◆ **Activity**
What lines of the data hold the string "their"? Pull each one out.

☆ ☆ ☆

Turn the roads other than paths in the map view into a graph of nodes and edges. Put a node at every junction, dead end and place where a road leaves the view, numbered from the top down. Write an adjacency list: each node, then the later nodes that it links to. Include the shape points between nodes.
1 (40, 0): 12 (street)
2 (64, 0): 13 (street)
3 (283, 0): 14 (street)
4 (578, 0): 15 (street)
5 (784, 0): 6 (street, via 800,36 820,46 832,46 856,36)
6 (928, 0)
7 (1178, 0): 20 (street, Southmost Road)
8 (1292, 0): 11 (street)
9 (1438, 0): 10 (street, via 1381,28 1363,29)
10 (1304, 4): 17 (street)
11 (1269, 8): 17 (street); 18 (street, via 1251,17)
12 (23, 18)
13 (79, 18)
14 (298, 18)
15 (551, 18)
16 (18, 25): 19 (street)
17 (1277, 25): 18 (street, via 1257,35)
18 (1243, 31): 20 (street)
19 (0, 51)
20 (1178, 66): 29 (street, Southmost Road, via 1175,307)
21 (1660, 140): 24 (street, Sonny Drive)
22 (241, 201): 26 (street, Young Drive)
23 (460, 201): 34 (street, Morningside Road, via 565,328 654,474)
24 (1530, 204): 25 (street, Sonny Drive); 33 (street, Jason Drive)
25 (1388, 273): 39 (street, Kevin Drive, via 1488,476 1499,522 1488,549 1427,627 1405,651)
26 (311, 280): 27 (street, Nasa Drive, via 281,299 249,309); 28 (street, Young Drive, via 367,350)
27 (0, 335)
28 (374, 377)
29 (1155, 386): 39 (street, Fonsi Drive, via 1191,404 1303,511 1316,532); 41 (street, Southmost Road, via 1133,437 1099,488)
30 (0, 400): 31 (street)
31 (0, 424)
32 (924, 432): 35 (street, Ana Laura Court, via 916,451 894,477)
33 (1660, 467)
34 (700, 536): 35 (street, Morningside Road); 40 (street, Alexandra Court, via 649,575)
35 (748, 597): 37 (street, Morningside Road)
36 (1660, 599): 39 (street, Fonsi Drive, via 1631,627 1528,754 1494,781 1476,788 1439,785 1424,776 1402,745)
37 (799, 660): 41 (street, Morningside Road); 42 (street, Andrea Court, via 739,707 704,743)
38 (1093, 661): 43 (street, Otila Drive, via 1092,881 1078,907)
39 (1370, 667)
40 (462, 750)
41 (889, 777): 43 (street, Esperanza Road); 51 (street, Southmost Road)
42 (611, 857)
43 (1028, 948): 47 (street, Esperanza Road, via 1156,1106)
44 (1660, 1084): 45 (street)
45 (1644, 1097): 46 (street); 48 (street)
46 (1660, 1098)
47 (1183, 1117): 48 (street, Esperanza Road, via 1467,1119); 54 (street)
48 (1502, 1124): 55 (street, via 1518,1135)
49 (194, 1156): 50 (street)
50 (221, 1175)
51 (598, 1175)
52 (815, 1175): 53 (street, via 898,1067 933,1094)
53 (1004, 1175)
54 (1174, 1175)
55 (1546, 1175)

☆ ☆ ☆

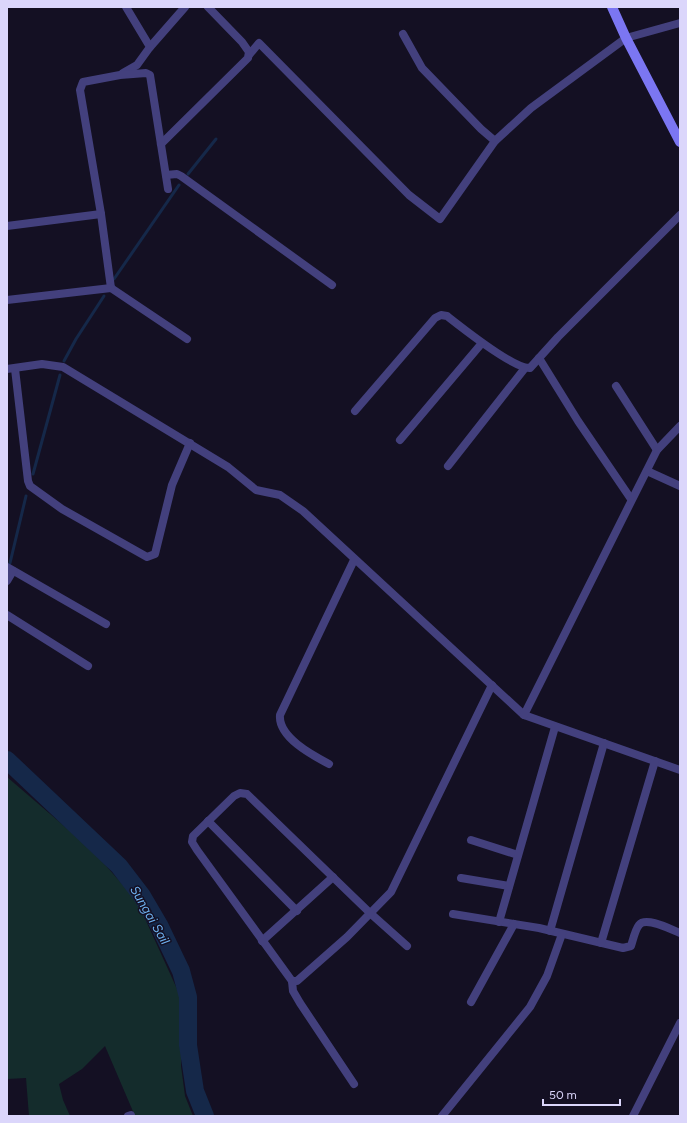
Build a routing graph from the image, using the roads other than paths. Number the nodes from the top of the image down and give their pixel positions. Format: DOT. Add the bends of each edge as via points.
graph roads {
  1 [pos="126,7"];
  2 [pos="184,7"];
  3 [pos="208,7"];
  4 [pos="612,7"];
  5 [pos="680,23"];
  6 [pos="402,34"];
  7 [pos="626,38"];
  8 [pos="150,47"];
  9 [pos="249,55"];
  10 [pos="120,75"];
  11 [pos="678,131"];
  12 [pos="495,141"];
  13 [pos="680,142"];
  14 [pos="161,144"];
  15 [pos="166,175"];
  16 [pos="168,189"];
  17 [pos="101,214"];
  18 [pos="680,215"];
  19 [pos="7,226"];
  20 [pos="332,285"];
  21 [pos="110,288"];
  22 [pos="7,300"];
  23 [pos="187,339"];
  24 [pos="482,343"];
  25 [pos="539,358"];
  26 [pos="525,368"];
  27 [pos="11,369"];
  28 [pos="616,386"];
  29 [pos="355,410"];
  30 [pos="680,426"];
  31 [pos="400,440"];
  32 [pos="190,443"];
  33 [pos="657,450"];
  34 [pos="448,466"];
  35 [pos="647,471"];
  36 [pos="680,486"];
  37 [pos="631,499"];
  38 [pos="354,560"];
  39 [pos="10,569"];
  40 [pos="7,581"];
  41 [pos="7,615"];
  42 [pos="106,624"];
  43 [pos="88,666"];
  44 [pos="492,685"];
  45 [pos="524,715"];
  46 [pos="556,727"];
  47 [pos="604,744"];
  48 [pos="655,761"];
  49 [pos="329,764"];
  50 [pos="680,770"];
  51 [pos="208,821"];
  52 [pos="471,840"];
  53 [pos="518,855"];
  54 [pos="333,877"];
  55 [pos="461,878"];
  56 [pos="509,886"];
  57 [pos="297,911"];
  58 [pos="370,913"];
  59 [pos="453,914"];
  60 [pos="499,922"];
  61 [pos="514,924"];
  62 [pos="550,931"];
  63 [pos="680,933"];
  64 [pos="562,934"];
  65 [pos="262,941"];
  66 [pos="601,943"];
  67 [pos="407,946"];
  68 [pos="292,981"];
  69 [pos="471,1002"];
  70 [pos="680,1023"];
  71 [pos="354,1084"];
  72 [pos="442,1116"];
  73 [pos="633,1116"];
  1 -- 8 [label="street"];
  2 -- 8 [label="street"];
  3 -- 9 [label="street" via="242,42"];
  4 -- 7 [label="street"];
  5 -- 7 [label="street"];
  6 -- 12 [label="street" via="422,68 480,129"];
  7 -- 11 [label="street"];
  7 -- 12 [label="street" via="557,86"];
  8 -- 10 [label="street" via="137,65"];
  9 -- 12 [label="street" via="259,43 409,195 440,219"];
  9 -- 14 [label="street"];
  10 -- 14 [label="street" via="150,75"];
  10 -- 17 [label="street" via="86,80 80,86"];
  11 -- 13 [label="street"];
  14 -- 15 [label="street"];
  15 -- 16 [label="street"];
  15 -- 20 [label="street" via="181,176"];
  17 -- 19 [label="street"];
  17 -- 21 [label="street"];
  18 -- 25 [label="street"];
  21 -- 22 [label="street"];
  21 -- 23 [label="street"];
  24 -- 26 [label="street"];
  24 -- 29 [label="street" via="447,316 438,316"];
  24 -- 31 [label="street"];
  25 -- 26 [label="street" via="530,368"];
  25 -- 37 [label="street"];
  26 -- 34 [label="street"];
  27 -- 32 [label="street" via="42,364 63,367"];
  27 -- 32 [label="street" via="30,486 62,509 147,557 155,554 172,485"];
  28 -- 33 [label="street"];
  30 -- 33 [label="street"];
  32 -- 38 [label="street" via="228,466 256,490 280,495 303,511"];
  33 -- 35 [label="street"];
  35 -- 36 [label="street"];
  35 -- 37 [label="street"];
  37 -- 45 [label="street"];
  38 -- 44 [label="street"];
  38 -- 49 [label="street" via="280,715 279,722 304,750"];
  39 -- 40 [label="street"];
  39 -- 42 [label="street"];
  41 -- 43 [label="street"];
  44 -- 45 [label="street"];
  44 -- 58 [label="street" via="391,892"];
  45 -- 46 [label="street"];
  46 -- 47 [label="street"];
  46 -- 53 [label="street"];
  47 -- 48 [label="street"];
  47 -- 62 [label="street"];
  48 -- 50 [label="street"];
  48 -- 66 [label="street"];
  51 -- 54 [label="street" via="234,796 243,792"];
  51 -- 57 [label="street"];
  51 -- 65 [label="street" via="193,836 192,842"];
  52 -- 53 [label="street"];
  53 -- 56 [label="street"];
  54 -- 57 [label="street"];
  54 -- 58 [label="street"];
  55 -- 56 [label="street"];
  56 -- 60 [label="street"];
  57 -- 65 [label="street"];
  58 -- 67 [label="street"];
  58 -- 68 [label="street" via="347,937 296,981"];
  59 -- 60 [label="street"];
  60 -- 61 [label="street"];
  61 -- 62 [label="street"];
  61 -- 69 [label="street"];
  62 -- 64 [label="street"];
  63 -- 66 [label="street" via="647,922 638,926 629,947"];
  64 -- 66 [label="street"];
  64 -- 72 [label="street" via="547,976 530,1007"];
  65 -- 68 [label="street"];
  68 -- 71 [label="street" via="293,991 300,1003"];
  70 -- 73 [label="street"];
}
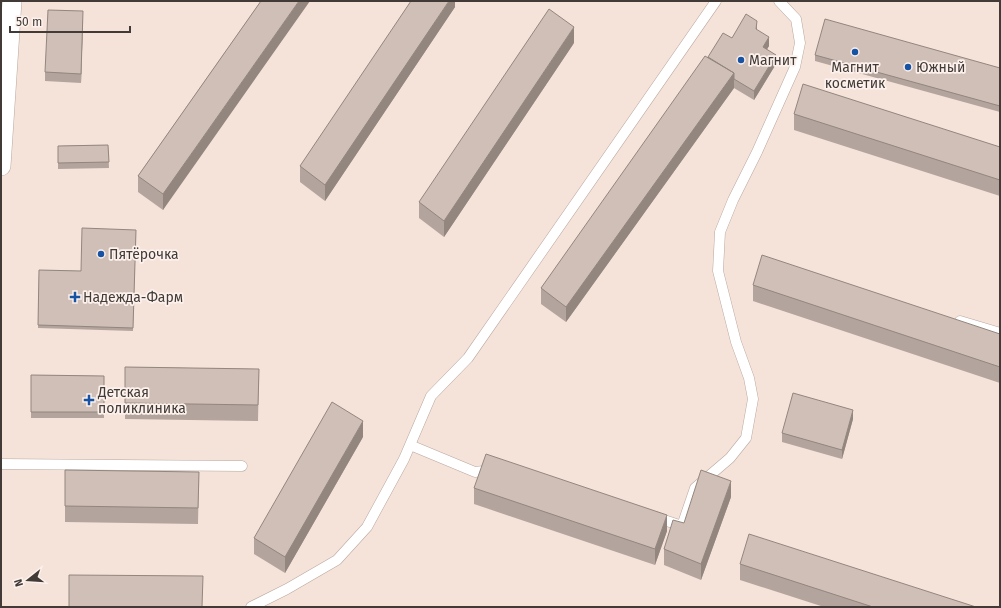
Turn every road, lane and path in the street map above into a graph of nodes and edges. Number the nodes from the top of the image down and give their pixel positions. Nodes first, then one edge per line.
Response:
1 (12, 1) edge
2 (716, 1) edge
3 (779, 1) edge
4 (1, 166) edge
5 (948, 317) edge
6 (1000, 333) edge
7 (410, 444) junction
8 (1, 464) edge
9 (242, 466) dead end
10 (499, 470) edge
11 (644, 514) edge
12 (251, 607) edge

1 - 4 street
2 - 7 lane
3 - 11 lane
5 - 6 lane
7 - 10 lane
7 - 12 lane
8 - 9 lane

☆ ☆ ☆

◆ **Your response**
Build a routing graph from the image, using the roads other than paths. Number the nodes from the top of the image down and give their pixel positions. Format: DOT. Add the bends of each edge as via points.
Turn every road, lane and path in the street map above into a graph of nodes and edges. Number the nodes from the top of the image down and give their pixel positions. Nodes first, then one edge per line.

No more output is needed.